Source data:

----

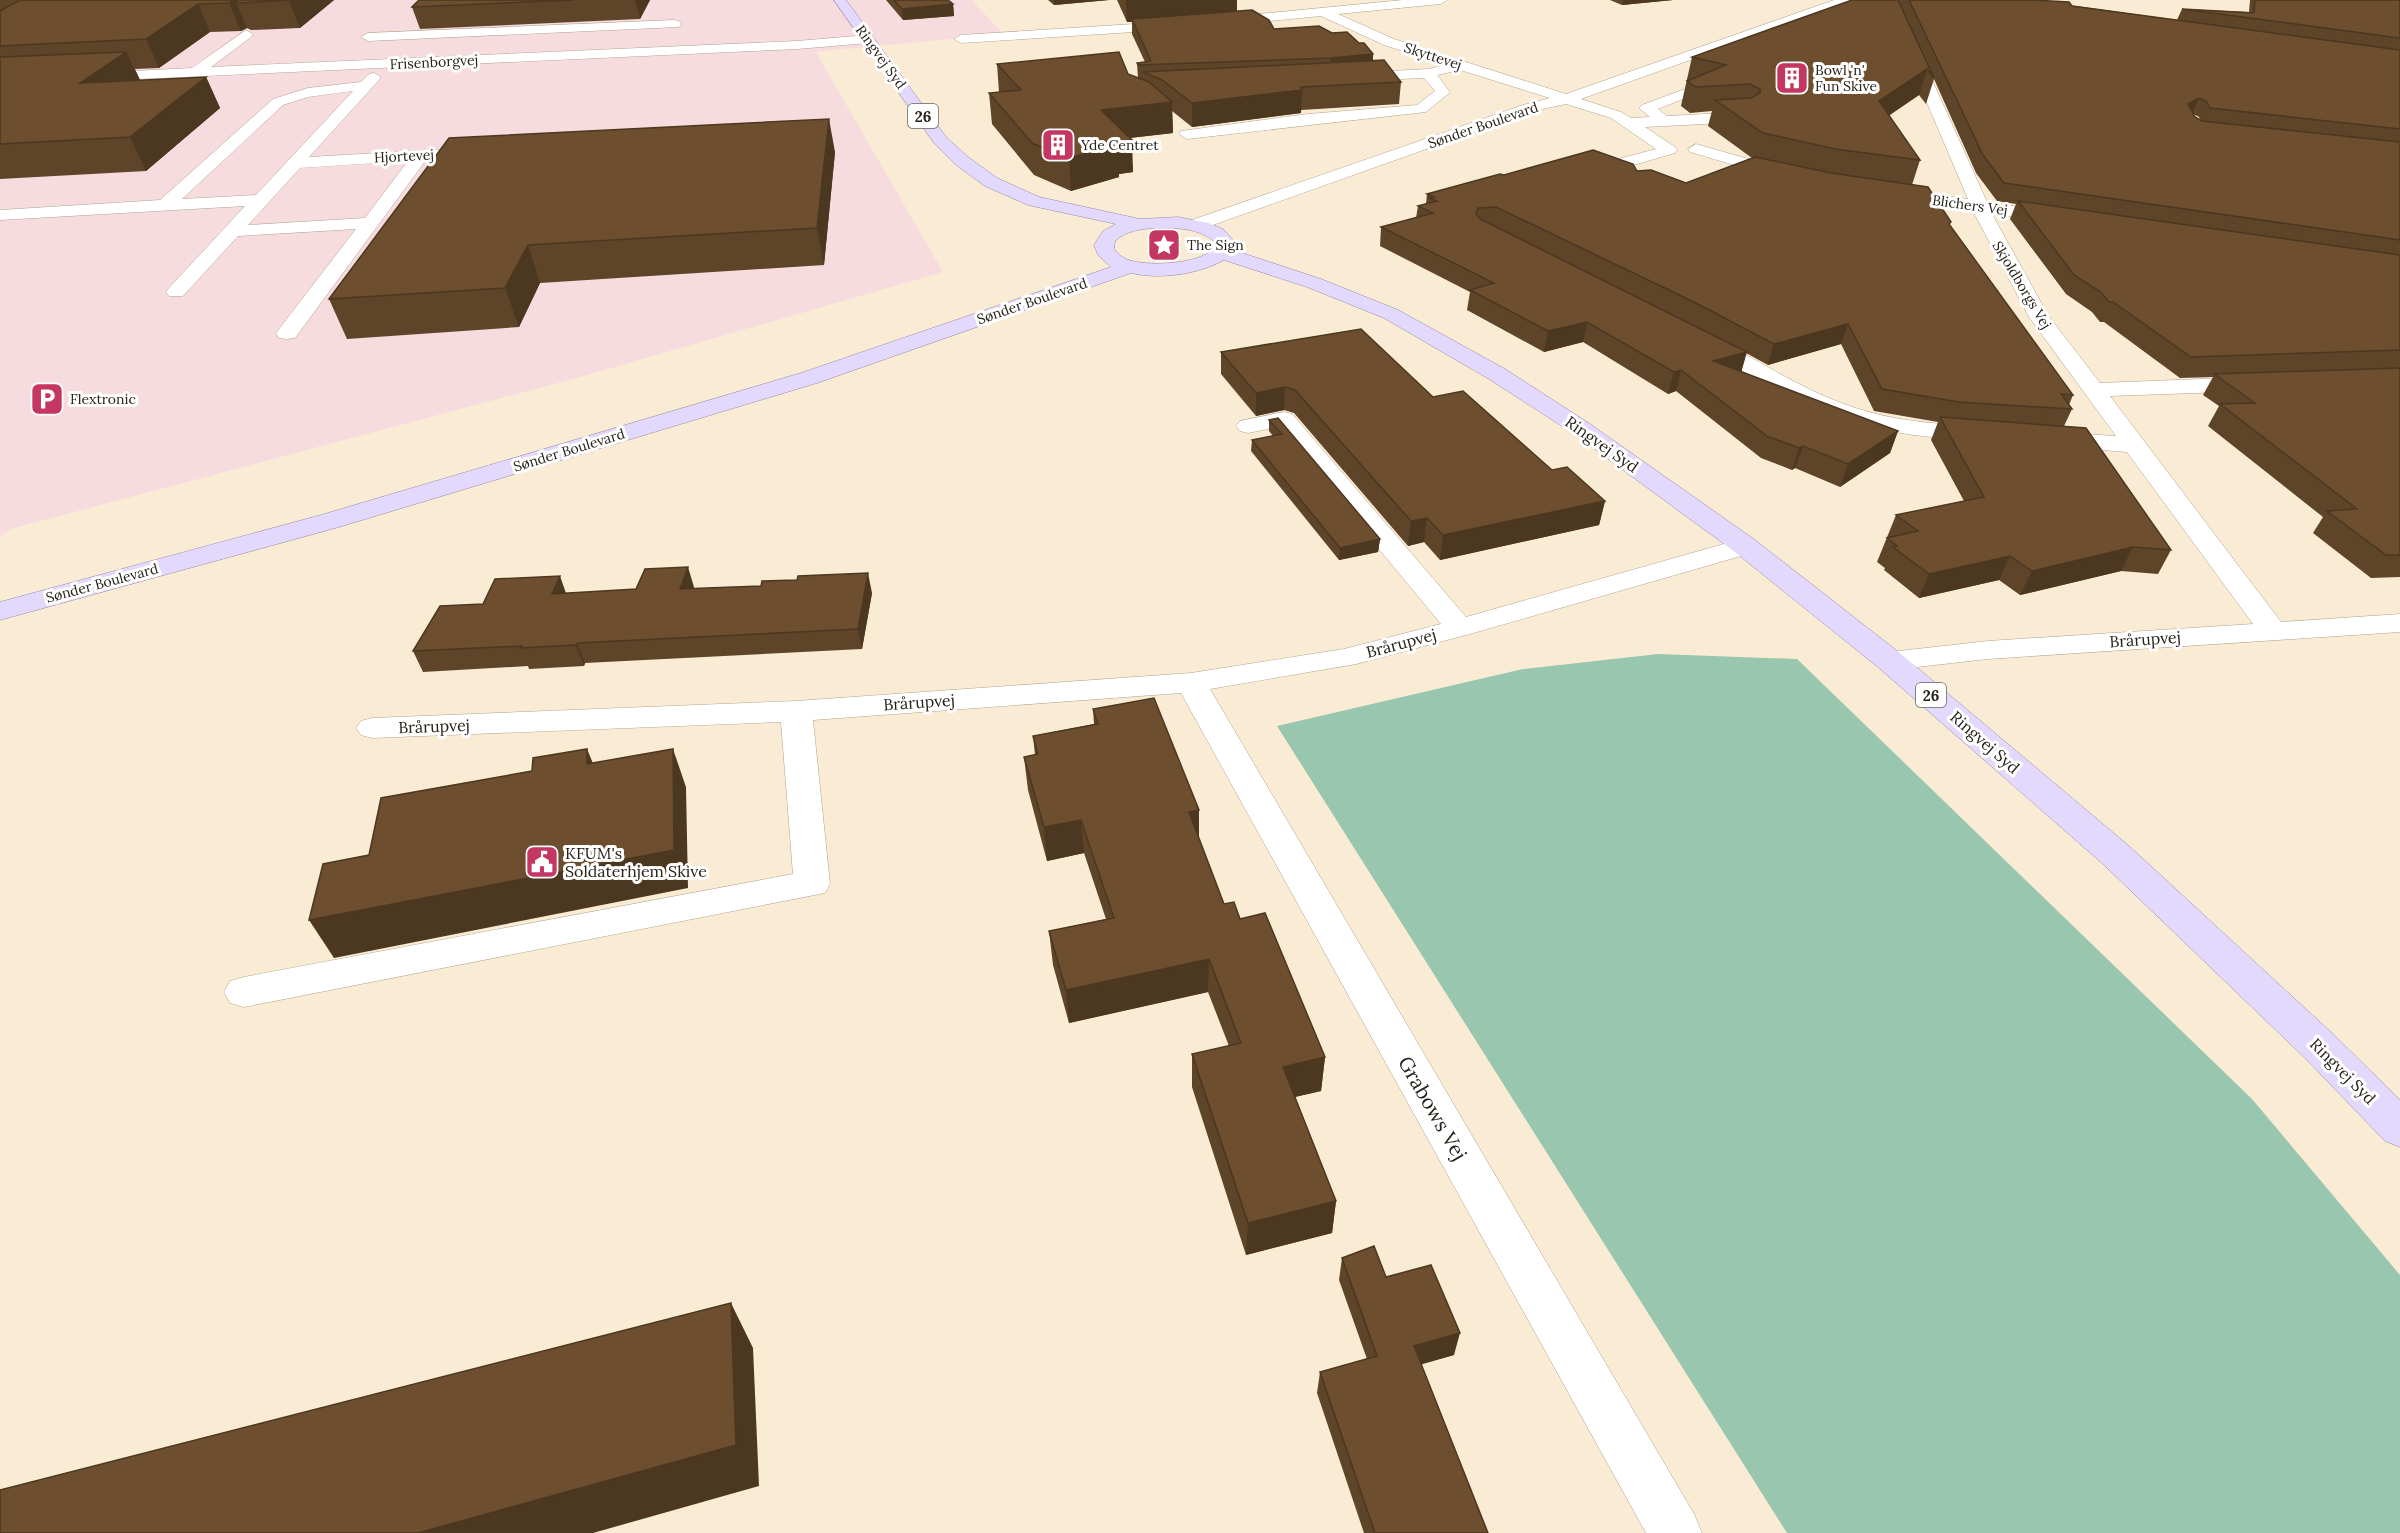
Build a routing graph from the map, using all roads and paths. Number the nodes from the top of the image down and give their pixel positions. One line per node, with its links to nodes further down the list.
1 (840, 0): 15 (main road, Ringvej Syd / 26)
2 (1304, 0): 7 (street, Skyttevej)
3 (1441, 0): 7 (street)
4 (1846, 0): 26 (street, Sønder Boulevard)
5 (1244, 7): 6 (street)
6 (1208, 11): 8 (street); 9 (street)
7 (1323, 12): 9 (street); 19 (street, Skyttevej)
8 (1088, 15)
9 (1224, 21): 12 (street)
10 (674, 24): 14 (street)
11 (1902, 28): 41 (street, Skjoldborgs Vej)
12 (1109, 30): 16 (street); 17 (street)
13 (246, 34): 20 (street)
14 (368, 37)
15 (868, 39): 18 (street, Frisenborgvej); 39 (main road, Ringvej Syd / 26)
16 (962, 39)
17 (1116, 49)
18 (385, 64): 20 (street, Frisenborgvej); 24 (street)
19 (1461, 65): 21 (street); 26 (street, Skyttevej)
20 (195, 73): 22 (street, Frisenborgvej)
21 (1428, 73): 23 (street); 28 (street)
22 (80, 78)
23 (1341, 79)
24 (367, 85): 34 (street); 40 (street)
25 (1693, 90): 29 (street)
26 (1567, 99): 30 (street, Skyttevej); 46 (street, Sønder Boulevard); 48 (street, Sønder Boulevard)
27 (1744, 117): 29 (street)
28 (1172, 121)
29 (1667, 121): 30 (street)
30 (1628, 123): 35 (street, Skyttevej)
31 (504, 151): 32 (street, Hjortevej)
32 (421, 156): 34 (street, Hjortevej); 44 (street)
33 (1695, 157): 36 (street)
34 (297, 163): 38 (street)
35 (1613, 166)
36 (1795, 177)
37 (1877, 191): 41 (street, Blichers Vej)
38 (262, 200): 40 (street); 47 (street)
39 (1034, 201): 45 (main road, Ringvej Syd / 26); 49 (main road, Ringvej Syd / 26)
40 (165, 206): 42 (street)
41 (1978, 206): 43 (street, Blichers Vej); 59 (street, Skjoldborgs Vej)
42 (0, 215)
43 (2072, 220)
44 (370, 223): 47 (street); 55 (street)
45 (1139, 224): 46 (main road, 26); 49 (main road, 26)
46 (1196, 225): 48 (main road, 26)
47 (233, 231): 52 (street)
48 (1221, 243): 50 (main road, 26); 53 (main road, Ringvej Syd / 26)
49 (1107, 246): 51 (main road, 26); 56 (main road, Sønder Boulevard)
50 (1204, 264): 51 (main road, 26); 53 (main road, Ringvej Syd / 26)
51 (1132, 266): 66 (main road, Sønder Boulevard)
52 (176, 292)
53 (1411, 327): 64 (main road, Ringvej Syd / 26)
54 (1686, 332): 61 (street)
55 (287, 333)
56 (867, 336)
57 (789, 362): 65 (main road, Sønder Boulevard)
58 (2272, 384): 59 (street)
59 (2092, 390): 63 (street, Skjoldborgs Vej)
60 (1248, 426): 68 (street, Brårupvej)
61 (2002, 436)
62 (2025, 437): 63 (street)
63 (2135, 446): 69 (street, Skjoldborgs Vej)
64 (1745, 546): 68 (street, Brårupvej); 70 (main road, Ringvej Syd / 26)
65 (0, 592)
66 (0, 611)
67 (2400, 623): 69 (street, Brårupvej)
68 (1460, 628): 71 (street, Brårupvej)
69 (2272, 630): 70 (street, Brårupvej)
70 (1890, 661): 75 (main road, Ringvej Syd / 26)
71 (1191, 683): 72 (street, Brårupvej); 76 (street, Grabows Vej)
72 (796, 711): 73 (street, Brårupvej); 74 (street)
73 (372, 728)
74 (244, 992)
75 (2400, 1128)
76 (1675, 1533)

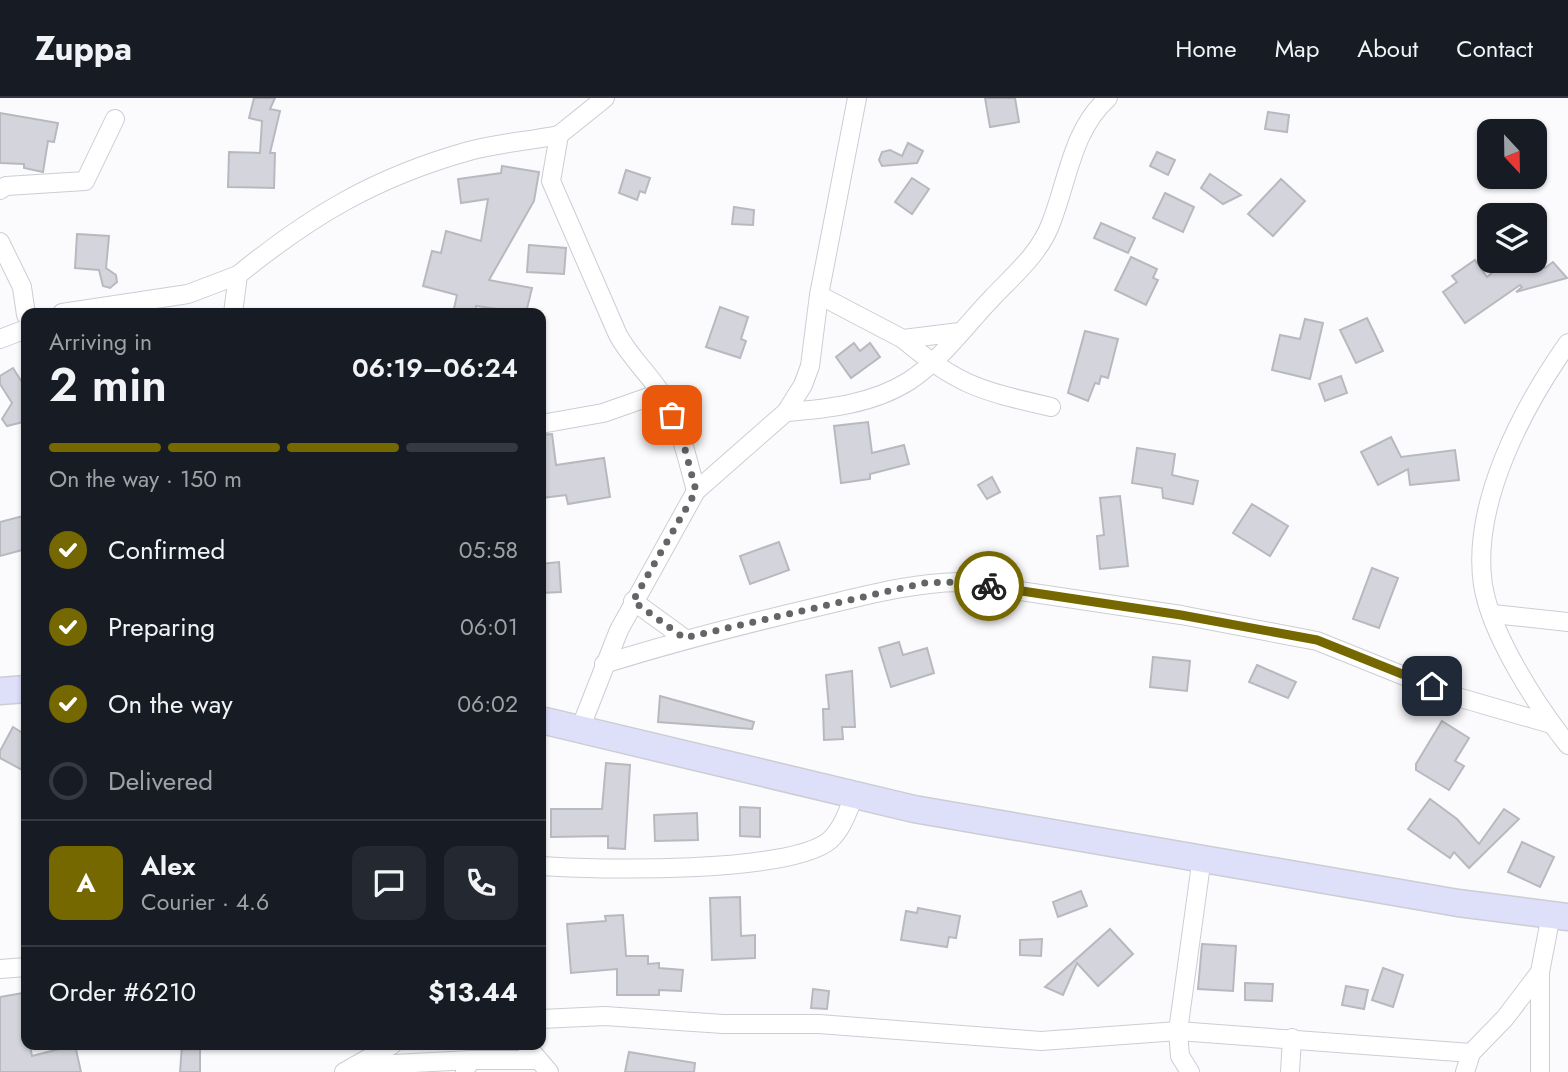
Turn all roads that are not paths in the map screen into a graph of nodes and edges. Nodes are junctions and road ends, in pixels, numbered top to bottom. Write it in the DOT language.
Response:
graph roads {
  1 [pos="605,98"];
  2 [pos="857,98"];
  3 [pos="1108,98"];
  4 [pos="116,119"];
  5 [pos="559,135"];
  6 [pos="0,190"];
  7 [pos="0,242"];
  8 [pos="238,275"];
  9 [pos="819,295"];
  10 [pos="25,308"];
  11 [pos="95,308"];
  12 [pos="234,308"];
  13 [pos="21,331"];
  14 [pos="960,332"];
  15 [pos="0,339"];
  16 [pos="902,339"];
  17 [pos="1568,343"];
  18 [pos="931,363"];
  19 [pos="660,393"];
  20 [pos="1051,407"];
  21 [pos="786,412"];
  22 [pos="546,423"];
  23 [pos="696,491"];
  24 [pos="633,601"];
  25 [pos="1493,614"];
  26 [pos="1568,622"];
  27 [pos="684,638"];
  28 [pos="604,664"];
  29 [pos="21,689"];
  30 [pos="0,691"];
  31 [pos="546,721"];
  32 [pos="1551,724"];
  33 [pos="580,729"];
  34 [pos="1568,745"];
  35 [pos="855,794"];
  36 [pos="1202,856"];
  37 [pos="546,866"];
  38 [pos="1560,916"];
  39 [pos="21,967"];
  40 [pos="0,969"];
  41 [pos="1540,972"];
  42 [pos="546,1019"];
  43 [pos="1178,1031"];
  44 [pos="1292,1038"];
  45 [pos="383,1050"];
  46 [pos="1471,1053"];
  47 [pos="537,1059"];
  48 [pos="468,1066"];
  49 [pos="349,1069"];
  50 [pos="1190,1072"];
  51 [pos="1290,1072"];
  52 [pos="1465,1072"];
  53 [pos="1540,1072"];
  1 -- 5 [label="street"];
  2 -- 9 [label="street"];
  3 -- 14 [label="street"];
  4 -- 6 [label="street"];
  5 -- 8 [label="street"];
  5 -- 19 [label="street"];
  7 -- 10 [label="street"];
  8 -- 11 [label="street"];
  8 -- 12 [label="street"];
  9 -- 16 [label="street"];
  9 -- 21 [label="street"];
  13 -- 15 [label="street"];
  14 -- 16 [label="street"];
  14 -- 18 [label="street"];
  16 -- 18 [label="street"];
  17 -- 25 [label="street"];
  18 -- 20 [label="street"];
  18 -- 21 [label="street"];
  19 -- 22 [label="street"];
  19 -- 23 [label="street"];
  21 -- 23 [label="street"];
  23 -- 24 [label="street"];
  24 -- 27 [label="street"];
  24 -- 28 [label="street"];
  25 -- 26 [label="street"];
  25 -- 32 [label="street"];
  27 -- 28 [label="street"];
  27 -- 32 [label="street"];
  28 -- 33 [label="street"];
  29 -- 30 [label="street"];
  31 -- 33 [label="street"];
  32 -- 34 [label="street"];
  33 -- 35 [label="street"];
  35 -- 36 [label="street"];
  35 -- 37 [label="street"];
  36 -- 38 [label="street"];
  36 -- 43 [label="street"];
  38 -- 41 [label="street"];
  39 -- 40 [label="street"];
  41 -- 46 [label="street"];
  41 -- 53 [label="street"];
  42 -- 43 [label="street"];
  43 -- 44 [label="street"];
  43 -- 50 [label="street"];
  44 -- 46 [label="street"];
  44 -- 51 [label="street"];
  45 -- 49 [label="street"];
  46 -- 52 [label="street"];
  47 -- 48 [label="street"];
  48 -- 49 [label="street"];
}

----

*WHAT YOU HAVE TO DO:* Copy every record exactly, but skip the pictures.

*EXERCISE SOLUTION:*
Build a routing graph from the map, using all roads and paths. Number the nodes from the top of the image down and give their pixel positions. One line per node, with its links to nodes further down the list.
1 (840, 0): 15 (main road, Ringvej Syd / 26)
2 (1304, 0): 7 (street, Skyttevej)
3 (1441, 0): 7 (street)
4 (1846, 0): 26 (street, Sønder Boulevard)
5 (1244, 7): 6 (street)
6 (1208, 11): 8 (street); 9 (street)
7 (1323, 12): 9 (street); 19 (street, Skyttevej)
8 (1088, 15)
9 (1224, 21): 12 (street)
10 (674, 24): 14 (street)
11 (1902, 28): 41 (street, Skjoldborgs Vej)
12 (1109, 30): 16 (street); 17 (street)
13 (246, 34): 20 (street)
14 (368, 37)
15 (868, 39): 18 (street, Frisenborgvej); 39 (main road, Ringvej Syd / 26)
16 (962, 39)
17 (1116, 49)
18 (385, 64): 20 (street, Frisenborgvej); 24 (street)
19 (1461, 65): 21 (street); 26 (street, Skyttevej)
20 (195, 73): 22 (street, Frisenborgvej)
21 (1428, 73): 23 (street); 28 (street)
22 (80, 78)
23 (1341, 79)
24 (367, 85): 34 (street); 40 (street)
25 (1693, 90): 29 (street)
26 (1567, 99): 30 (street, Skyttevej); 46 (street, Sønder Boulevard); 48 (street, Sønder Boulevard)
27 (1744, 117): 29 (street)
28 (1172, 121)
29 (1667, 121): 30 (street)
30 (1628, 123): 35 (street, Skyttevej)
31 (504, 151): 32 (street, Hjortevej)
32 (421, 156): 34 (street, Hjortevej); 44 (street)
33 (1695, 157): 36 (street)
34 (297, 163): 38 (street)
35 (1613, 166)
36 (1795, 177)
37 (1877, 191): 41 (street, Blichers Vej)
38 (262, 200): 40 (street); 47 (street)
39 (1034, 201): 45 (main road, Ringvej Syd / 26); 49 (main road, Ringvej Syd / 26)
40 (165, 206): 42 (street)
41 (1978, 206): 43 (street, Blichers Vej); 59 (street, Skjoldborgs Vej)
42 (0, 215)
43 (2072, 220)
44 (370, 223): 47 (street); 55 (street)
45 (1139, 224): 46 (main road, 26); 49 (main road, 26)
46 (1196, 225): 48 (main road, 26)
47 (233, 231): 52 (street)
48 (1221, 243): 50 (main road, 26); 53 (main road, Ringvej Syd / 26)
49 (1107, 246): 51 (main road, 26); 56 (main road, Sønder Boulevard)
50 (1204, 264): 51 (main road, 26); 53 (main road, Ringvej Syd / 26)
51 (1132, 266): 66 (main road, Sønder Boulevard)
52 (176, 292)
53 (1411, 327): 64 (main road, Ringvej Syd / 26)
54 (1686, 332): 61 (street)
55 (287, 333)
56 (867, 336)
57 (789, 362): 65 (main road, Sønder Boulevard)
58 (2272, 384): 59 (street)
59 (2092, 390): 63 (street, Skjoldborgs Vej)
60 (1248, 426): 68 (street, Brårupvej)
61 (2002, 436)
62 (2025, 437): 63 (street)
63 (2135, 446): 69 (street, Skjoldborgs Vej)
64 (1745, 546): 68 (street, Brårupvej); 70 (main road, Ringvej Syd / 26)
65 (0, 592)
66 (0, 611)
67 (2400, 623): 69 (street, Brårupvej)
68 (1460, 628): 71 (street, Brårupvej)
69 (2272, 630): 70 (street, Brårupvej)
70 (1890, 661): 75 (main road, Ringvej Syd / 26)
71 (1191, 683): 72 (street, Brårupvej); 76 (street, Grabows Vej)
72 (796, 711): 73 (street, Brårupvej); 74 (street)
73 (372, 728)
74 (244, 992)
75 (2400, 1128)
76 (1675, 1533)

Turn all roads that are not paths in the map screen into a graph of nodes and edges. Nodes are junctions and road ends, in pixels, numbered top to bottom. Write it in the DOT language.
Response:
graph roads {
  1 [pos="605,98"];
  2 [pos="857,98"];
  3 [pos="1108,98"];
  4 [pos="116,119"];
  5 [pos="559,135"];
  6 [pos="0,190"];
  7 [pos="0,242"];
  8 [pos="238,275"];
  9 [pos="819,295"];
  10 [pos="25,308"];
  11 [pos="95,308"];
  12 [pos="234,308"];
  13 [pos="21,331"];
  14 [pos="960,332"];
  15 [pos="0,339"];
  16 [pos="902,339"];
  17 [pos="1568,343"];
  18 [pos="931,363"];
  19 [pos="660,393"];
  20 [pos="1051,407"];
  21 [pos="786,412"];
  22 [pos="546,423"];
  23 [pos="696,491"];
  24 [pos="633,601"];
  25 [pos="1493,614"];
  26 [pos="1568,622"];
  27 [pos="684,638"];
  28 [pos="604,664"];
  29 [pos="21,689"];
  30 [pos="0,691"];
  31 [pos="546,721"];
  32 [pos="1551,724"];
  33 [pos="580,729"];
  34 [pos="1568,745"];
  35 [pos="855,794"];
  36 [pos="1202,856"];
  37 [pos="546,866"];
  38 [pos="1560,916"];
  39 [pos="21,967"];
  40 [pos="0,969"];
  41 [pos="1540,972"];
  42 [pos="546,1019"];
  43 [pos="1178,1031"];
  44 [pos="1292,1038"];
  45 [pos="383,1050"];
  46 [pos="1471,1053"];
  47 [pos="537,1059"];
  48 [pos="468,1066"];
  49 [pos="349,1069"];
  50 [pos="1190,1072"];
  51 [pos="1290,1072"];
  52 [pos="1465,1072"];
  53 [pos="1540,1072"];
  1 -- 5 [label="street"];
  2 -- 9 [label="street"];
  3 -- 14 [label="street"];
  4 -- 6 [label="street"];
  5 -- 8 [label="street"];
  5 -- 19 [label="street"];
  7 -- 10 [label="street"];
  8 -- 11 [label="street"];
  8 -- 12 [label="street"];
  9 -- 16 [label="street"];
  9 -- 21 [label="street"];
  13 -- 15 [label="street"];
  14 -- 16 [label="street"];
  14 -- 18 [label="street"];
  16 -- 18 [label="street"];
  17 -- 25 [label="street"];
  18 -- 20 [label="street"];
  18 -- 21 [label="street"];
  19 -- 22 [label="street"];
  19 -- 23 [label="street"];
  21 -- 23 [label="street"];
  23 -- 24 [label="street"];
  24 -- 27 [label="street"];
  24 -- 28 [label="street"];
  25 -- 26 [label="street"];
  25 -- 32 [label="street"];
  27 -- 28 [label="street"];
  27 -- 32 [label="street"];
  28 -- 33 [label="street"];
  29 -- 30 [label="street"];
  31 -- 33 [label="street"];
  32 -- 34 [label="street"];
  33 -- 35 [label="street"];
  35 -- 36 [label="street"];
  35 -- 37 [label="street"];
  36 -- 38 [label="street"];
  36 -- 43 [label="street"];
  38 -- 41 [label="street"];
  39 -- 40 [label="street"];
  41 -- 46 [label="street"];
  41 -- 53 [label="street"];
  42 -- 43 [label="street"];
  43 -- 44 [label="street"];
  43 -- 50 [label="street"];
  44 -- 46 [label="street"];
  44 -- 51 [label="street"];
  45 -- 49 [label="street"];
  46 -- 52 [label="street"];
  47 -- 48 [label="street"];
  48 -- 49 [label="street"];
}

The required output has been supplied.